* _Problem statement_:
Please write out the full listing beneath this line exactly, skipping its images.
===== Given records =====
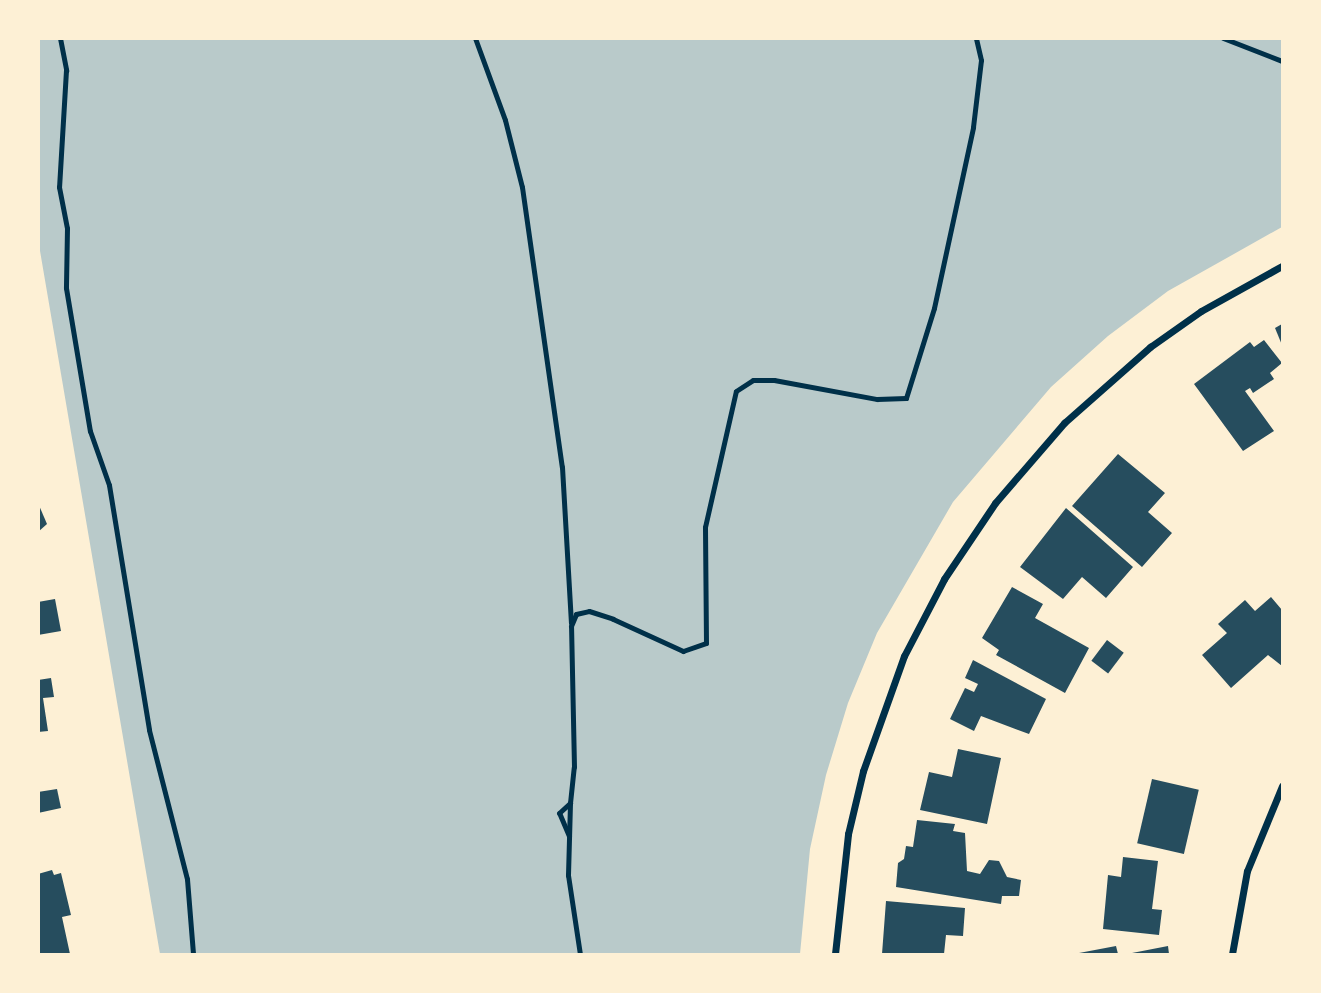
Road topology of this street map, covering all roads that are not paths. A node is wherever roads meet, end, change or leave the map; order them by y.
1 (60, 38) edge
2 (475, 38) edge
3 (976, 38) edge
4 (1223, 38) edge
5 (1283, 61) edge
6 (1283, 266) edge
7 (571, 626) junction
8 (1283, 786) edge
9 (570, 803) junction
10 (569, 836) junction
11 (193, 954) edge
12 (580, 954) edge
13 (835, 954) edge
14 (1232, 954) edge

1 - 11 lane
2 - 7 lane
3 - 7 lane
4 - 5 lane
6 - 13 street
7 - 9 lane
8 - 14 street
9 - 10 lane
9 - 10 lane
10 - 12 lane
=====
* _Exercise result_:
Road topology of this street map, covering all roads that are not paths. A node is wherever roads meet, end, change or leave the map; order them by y.
1 (60, 38) edge
2 (475, 38) edge
3 (976, 38) edge
4 (1223, 38) edge
5 (1283, 61) edge
6 (1283, 266) edge
7 (571, 626) junction
8 (1283, 786) edge
9 (570, 803) junction
10 (569, 836) junction
11 (193, 954) edge
12 (580, 954) edge
13 (835, 954) edge
14 (1232, 954) edge

1 - 11 lane
2 - 7 lane
3 - 7 lane
4 - 5 lane
6 - 13 street
7 - 9 lane
8 - 14 street
9 - 10 lane
9 - 10 lane
10 - 12 lane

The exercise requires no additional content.